Although ice dams can form anywhere on a roof, they form most readily at the bottom edge of roofs, valleys and areas where the slope might change on a roof.
Stopping the Leaks
It is virtually impossible to stop ice dams from forming. Some methods attempt to use heated electrical wire which is applied to the lower edge of your roof or which sits in your gutter. Often these methods have little effect. In some instances, they can be dangerous.
The newer technology has leaned in the direction of not trying to stop the ice dam from forming, but to simply stop the water from entering your home. As such, roofing manufacturers have developed products which combat just this. They are modified asphalt products.
These products help prevent leaks caused by ice dams as well as wind driven rain. Some of these products are rubberized, while others include styrene. Some are reinforced with fiberglass mats, while others are not. They work by creating a solid barrier to water wherever they are applied. It is similar to shrink wrapping that portion of your roof. When applied according to manufacturer's specifications all of them can be highly effective in preventing leakage from ice damming.
These products generally have one side which is very sticky. They are designed to be installed directly on the wood decking of your roof starting at the gutter line. Often these materials are installed at other potential trouble areas. Some of these areas are as follows: low slope roofs, valleys, slope changes, hips, rake edges, dormers, skylights, flashing areas. In certain instances, it can be used as an entire roof underlayment system. These products are designed to have other roofing materials applied over them. Sunlight will harm these products, so they must be covered.

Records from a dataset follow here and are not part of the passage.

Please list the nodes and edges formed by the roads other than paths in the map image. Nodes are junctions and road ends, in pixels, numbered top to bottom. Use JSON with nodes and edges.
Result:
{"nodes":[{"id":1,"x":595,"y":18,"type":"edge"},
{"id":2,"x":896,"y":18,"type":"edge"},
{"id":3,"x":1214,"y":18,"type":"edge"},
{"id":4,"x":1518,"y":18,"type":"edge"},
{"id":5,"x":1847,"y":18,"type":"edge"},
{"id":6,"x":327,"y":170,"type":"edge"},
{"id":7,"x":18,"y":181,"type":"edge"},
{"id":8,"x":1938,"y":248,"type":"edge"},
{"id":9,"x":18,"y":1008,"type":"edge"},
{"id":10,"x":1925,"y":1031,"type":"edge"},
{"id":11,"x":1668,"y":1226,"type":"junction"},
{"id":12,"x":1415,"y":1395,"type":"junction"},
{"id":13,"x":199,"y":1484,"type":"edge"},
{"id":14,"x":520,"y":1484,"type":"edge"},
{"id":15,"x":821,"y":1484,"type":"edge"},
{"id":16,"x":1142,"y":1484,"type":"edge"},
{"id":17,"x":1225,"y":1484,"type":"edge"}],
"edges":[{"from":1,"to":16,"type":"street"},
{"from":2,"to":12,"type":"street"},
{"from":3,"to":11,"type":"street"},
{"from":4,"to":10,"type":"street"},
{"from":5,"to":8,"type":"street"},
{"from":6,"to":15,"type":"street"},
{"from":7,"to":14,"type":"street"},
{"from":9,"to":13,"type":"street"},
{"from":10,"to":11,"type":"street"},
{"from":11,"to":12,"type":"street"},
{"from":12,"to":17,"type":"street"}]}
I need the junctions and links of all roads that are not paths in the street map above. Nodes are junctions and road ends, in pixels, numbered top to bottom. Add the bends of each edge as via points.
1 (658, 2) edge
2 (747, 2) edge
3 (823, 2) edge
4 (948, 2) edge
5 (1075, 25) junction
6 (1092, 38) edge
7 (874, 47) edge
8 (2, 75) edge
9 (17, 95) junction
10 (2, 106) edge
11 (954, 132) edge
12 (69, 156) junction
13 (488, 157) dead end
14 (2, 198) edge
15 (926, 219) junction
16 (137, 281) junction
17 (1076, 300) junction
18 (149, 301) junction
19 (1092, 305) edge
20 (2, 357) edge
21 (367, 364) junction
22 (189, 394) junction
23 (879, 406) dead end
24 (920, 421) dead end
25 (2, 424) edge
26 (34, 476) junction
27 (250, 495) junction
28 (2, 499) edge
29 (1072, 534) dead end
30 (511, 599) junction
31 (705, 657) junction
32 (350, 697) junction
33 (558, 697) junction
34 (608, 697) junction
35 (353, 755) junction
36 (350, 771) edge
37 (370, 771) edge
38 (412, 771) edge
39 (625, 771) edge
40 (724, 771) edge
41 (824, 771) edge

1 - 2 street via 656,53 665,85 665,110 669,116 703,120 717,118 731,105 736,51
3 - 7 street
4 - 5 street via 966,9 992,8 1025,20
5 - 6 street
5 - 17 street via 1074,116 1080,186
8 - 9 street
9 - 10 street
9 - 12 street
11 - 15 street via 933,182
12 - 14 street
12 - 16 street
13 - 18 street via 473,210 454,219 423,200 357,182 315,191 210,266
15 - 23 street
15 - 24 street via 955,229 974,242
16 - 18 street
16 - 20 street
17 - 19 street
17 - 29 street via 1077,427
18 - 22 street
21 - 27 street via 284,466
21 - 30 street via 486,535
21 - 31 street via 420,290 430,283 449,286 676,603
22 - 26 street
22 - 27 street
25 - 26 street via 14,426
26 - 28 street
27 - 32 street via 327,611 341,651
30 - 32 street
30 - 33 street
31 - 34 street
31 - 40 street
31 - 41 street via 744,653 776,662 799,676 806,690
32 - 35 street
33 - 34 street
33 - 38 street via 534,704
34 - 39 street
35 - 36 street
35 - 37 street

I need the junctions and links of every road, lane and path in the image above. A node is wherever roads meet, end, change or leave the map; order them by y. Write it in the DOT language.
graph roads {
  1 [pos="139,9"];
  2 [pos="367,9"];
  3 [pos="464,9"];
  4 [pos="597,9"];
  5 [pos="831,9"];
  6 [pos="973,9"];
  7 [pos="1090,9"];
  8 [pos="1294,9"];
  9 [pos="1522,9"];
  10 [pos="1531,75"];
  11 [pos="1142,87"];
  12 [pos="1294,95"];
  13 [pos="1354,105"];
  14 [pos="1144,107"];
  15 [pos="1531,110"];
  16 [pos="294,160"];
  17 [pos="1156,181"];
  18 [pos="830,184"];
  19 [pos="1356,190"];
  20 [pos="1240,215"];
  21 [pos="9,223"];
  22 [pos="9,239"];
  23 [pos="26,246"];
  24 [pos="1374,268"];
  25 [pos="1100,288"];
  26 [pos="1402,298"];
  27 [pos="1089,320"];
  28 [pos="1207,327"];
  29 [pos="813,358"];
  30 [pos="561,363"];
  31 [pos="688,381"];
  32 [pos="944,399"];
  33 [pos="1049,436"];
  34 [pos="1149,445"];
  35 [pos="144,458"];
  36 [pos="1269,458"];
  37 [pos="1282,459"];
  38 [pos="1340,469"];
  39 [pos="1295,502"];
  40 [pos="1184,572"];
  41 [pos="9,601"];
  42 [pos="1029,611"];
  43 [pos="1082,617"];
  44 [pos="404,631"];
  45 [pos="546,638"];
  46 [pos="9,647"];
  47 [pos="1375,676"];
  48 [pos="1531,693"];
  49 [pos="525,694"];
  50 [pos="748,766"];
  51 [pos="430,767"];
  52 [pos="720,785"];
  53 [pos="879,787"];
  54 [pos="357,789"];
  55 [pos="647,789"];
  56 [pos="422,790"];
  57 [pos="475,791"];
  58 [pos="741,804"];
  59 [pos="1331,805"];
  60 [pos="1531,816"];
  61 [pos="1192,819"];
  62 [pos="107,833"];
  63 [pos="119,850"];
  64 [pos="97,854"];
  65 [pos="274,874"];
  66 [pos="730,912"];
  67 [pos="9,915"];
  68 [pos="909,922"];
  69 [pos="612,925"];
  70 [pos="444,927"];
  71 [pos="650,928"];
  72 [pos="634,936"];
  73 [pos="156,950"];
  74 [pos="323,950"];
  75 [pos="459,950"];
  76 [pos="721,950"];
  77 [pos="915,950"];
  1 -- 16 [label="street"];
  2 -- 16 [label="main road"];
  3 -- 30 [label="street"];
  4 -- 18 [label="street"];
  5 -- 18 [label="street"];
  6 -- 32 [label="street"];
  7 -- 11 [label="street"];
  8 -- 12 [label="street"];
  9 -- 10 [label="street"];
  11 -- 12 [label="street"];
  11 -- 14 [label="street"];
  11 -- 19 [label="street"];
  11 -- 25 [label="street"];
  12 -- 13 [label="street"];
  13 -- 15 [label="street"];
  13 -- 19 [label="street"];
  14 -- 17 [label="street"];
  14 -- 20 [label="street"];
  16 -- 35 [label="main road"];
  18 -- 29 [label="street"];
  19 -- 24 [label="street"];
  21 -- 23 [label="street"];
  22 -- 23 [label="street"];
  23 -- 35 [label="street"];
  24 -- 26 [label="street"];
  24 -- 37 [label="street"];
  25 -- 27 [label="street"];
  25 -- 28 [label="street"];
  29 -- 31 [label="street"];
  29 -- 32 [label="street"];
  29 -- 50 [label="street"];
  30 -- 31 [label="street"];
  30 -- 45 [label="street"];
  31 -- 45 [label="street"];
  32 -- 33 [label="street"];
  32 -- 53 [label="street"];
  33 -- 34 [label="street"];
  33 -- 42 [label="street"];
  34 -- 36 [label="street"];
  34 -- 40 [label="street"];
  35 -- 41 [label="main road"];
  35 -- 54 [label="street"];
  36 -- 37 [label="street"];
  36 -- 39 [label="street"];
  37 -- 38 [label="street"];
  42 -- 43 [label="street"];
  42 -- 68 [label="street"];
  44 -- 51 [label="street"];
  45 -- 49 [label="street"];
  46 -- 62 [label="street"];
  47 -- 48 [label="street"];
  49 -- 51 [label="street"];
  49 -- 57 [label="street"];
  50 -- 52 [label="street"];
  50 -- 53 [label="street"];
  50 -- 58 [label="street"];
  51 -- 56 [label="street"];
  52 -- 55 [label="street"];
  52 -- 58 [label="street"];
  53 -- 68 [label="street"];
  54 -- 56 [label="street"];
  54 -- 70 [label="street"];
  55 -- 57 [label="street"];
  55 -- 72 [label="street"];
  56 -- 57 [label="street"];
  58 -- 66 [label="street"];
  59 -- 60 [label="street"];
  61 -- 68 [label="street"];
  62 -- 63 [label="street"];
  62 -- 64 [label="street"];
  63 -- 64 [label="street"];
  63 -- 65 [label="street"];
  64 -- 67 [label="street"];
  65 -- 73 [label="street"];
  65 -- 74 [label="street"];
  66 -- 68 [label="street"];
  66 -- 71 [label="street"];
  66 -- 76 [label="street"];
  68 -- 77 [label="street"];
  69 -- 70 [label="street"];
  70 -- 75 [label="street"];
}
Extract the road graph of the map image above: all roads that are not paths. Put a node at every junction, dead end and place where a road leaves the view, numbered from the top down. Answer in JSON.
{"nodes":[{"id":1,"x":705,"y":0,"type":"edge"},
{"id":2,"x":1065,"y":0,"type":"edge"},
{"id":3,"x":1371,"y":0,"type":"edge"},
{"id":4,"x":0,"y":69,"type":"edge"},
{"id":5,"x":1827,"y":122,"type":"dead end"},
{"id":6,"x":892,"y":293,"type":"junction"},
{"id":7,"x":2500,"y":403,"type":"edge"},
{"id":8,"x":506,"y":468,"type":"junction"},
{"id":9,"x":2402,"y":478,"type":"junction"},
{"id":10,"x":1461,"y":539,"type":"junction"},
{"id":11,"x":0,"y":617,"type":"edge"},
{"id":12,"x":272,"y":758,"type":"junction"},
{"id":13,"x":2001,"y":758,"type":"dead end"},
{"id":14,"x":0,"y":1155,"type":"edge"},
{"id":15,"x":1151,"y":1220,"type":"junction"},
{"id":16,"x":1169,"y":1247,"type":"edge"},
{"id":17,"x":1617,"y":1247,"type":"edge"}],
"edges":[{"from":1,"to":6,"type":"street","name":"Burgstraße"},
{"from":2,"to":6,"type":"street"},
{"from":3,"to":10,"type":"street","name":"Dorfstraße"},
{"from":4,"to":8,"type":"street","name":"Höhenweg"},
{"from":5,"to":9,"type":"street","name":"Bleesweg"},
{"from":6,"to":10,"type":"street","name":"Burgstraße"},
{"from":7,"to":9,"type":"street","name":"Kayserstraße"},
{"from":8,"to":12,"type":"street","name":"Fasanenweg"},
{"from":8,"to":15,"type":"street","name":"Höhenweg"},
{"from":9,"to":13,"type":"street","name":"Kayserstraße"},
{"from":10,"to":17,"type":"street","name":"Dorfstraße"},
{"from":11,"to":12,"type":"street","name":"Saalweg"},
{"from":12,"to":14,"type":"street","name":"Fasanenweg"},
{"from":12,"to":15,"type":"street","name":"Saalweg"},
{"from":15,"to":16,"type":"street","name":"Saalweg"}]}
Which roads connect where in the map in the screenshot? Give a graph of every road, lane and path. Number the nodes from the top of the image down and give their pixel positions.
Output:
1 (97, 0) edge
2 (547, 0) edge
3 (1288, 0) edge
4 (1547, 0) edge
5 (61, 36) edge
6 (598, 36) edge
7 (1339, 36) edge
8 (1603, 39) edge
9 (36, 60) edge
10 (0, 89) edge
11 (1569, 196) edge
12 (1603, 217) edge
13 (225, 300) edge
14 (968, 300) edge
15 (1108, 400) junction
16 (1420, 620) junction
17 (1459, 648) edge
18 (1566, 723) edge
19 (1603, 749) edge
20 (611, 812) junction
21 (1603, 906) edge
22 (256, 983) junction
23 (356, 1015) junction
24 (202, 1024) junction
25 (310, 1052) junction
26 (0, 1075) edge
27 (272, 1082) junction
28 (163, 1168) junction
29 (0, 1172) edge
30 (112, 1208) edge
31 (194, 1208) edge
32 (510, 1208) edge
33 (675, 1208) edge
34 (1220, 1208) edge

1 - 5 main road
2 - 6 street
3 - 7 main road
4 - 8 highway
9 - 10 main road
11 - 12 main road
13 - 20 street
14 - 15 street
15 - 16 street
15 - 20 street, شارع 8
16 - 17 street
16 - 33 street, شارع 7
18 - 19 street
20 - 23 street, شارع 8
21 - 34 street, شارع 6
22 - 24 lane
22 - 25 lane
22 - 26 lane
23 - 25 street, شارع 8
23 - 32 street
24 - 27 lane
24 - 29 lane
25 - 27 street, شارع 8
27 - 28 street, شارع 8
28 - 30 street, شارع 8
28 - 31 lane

Since these materials are very pliable and manufactured with different compounds, any nails which penetrate the products seal themselves. They are wonderful products. In ice dam situations, most leaking occurs within 3 feet of the gutter line. Because of this, you generally do not have to cover the entire roof with these products. However, low slope roofs, shaded roofs, and roofs that have a northern exposure are candidates for complete coverage. Consult with the manufacturer or a professional roofer for your particular situation.